Volume 4, No. 4 - December 2000
Since they gained independence a decade ago, the newly independent states
established within the ex-Soviet borders have been seeking their role in the
world and in the regions they inhabit. This is particularly true for the
Republic of Armenia, whose domestic development was crippled and international
activity completely suspended for the 70-year-period it was swallowed up by the
USSR.
Armenians view their country as linking the Middle Eastern and European
cultural areas – the two regions that dominate its international relations.
But the most critical, complicated regional interests are clearly dealing with
what is now being called the Greater Middle East, extended to include the new
northern rim of three ex-Soviet republics in the South Caucasus, Armenia,
Azerbaijan, and Georgia
In its
local political environment, Armenia must maneuver to handle three stronger
powers–Russia, Iran and Turkey--which play a role in the area. Armenia's
geopolitical importance is largely derived from its potential role in developing
transit routes for delivering Russian and Caspian basin energy resources to
Europe, Turkey and Israel. It is also being perceived as a connecting link
between Russia and Iran.
Armenia supported the ethnic Armenians of Nagorno-Karabakh in their war
with Azerbaijan and has tried to find a way to resolve this conflict. This issue
has brought problems for Armenia with both Azerbaijan and Turkey. In contrast,
Armenia has good relations with Georgia. As a result of its geopolitical
situation, Armenia might be expected to have common interests with Syria, Iran,
Greece, and Cyprus. Its perceived close relations with Iran have brought more
friction with Turkey, Azerbaijan and, to a lesser extent, Israel.
A good way to consider Armenia's situation is to compare Armenia to
Georgia. After gaining independence in 1991, both Georgia and Armenia continued
to be in a zone of Russian influence--Armenia to a larger extent than Georgia.
Moscow still has economic, political and military leverages over both of them.

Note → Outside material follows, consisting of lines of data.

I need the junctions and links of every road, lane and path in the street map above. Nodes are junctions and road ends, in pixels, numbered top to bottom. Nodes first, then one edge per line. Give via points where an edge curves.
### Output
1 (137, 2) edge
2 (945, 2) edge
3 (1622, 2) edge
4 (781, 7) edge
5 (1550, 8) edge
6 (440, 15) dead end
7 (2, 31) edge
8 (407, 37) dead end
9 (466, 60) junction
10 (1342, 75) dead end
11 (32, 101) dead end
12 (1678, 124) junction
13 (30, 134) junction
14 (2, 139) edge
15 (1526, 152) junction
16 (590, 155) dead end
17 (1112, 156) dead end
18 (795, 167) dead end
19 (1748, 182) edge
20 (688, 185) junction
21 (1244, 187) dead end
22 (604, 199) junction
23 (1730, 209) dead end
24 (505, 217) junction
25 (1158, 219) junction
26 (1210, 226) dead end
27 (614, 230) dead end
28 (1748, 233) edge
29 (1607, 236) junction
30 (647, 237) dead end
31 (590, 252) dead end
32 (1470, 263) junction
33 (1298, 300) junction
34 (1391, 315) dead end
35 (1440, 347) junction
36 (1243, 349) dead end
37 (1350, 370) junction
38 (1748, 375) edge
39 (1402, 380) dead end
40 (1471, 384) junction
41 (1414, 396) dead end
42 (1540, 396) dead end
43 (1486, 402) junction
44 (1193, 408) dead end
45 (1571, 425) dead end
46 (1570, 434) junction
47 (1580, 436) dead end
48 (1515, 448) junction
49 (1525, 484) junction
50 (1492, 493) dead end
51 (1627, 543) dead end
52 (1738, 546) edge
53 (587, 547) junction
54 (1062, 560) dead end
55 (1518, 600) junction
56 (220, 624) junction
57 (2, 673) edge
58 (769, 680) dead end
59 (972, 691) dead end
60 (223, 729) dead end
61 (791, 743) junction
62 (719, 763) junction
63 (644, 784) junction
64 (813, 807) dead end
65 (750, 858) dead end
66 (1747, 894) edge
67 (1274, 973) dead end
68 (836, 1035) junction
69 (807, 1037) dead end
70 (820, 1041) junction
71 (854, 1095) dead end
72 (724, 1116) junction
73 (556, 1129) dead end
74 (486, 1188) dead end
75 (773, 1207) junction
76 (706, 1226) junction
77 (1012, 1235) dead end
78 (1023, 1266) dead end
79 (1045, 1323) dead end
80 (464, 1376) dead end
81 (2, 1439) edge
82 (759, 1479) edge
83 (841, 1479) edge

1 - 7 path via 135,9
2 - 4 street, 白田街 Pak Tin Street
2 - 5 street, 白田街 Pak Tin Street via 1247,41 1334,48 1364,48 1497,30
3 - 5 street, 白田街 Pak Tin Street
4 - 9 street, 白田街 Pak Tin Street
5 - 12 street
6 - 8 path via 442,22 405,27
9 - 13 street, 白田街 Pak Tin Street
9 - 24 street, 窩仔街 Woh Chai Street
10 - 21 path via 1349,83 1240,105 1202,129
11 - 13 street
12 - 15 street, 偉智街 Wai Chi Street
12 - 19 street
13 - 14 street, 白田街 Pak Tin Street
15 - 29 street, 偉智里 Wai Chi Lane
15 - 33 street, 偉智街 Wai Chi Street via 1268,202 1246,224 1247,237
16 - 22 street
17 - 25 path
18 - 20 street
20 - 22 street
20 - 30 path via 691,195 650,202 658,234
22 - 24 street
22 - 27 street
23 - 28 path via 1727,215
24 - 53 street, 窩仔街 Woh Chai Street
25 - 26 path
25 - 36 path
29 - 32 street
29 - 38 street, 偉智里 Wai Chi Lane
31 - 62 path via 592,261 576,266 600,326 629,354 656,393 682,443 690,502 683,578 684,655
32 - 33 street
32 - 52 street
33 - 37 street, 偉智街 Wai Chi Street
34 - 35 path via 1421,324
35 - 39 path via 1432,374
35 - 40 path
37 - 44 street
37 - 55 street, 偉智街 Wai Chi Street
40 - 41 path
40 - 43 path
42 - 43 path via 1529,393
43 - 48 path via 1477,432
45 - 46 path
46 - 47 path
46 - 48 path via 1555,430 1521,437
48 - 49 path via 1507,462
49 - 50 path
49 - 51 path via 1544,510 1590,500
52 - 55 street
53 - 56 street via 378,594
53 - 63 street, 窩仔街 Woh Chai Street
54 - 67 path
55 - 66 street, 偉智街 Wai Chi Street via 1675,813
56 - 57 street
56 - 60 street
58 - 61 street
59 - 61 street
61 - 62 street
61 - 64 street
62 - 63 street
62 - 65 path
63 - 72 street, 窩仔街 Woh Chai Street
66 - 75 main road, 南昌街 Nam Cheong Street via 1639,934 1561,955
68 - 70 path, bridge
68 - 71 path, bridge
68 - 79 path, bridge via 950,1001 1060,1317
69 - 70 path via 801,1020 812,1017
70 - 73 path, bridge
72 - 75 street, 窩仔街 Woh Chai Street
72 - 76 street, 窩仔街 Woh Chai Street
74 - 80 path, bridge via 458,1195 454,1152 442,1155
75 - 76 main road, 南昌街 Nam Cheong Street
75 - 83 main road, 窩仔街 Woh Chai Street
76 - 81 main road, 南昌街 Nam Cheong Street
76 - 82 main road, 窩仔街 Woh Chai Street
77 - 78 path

Despite its internal problems and efforts to escape Russian influence,
Georgia is in a relatively good strategic position. Georgia has no conflict with
any of the states in the region, which gives it a large freedom of maneuver
among the United States, Russia, Turkey, and other regional actors. Georgia also
has cultivated ties with Azerbaijan, with which it has common interests
regarding transport routes for Caspian oil. In addition, Georgia's problem of
trying to preserve territorial integrity of Abkhazia and Southern Ossia against
ethnic claims has made it support Azerbaijan, which faces a similar problem in
Nagorno-Karabakh.
In contrast, Armenia has a much more restricted freedom of action since
friction with Turkey reduces its options in being able to counter or being
potentially more dependent on Russian and Iranian influence. As a result, while
Armenia cooperates with NATO in the "Partnership for Peace" framework
it has not shown a desire to join that organization. Of course, Armenia does not
want to see either Russia or radical Islamist forces gain control over the
Southern Caucasus. Otherwise,
though, Armenia's interests are roughly parallel to those of Moscow and Tehran.
This problem can be more clearly seen by noting that Georgia and
Azerbaijan view Turkey as a way to counter-balance Moscow and also as an aid in
building their relations with the United States in order to escape permanently
from the Russian sphere of influence. In this context, Azerbaijan and Georgia
want Turkish participation in the creation of a regional security mechanism that
would include Georgia, Ukraine, Uzbekistan, Azerbaijan and Moldova. Azerbaijan
and Georgia also expect Turkey to help them achieve NATO membership and to
encourage greater U.S. involvement in the area. Turkey supports these efforts.
(1)
Despite their different strategic interests, Armenia and Georgia have been able to work together toward resolving sub-regional and mutual problems. This is partly true since both of their leaders are well aware that their country's weaknesses require cooperation. The most important document for this strategic partnership was signed by Georgian President Edward Shevarnadze and Armenian President Robert Kocharian on September 29, 1999 as the "Declaration of the Basic Principles of Cooperation on the New Level of Relations between the Republic of Armenia and Georgia." (2)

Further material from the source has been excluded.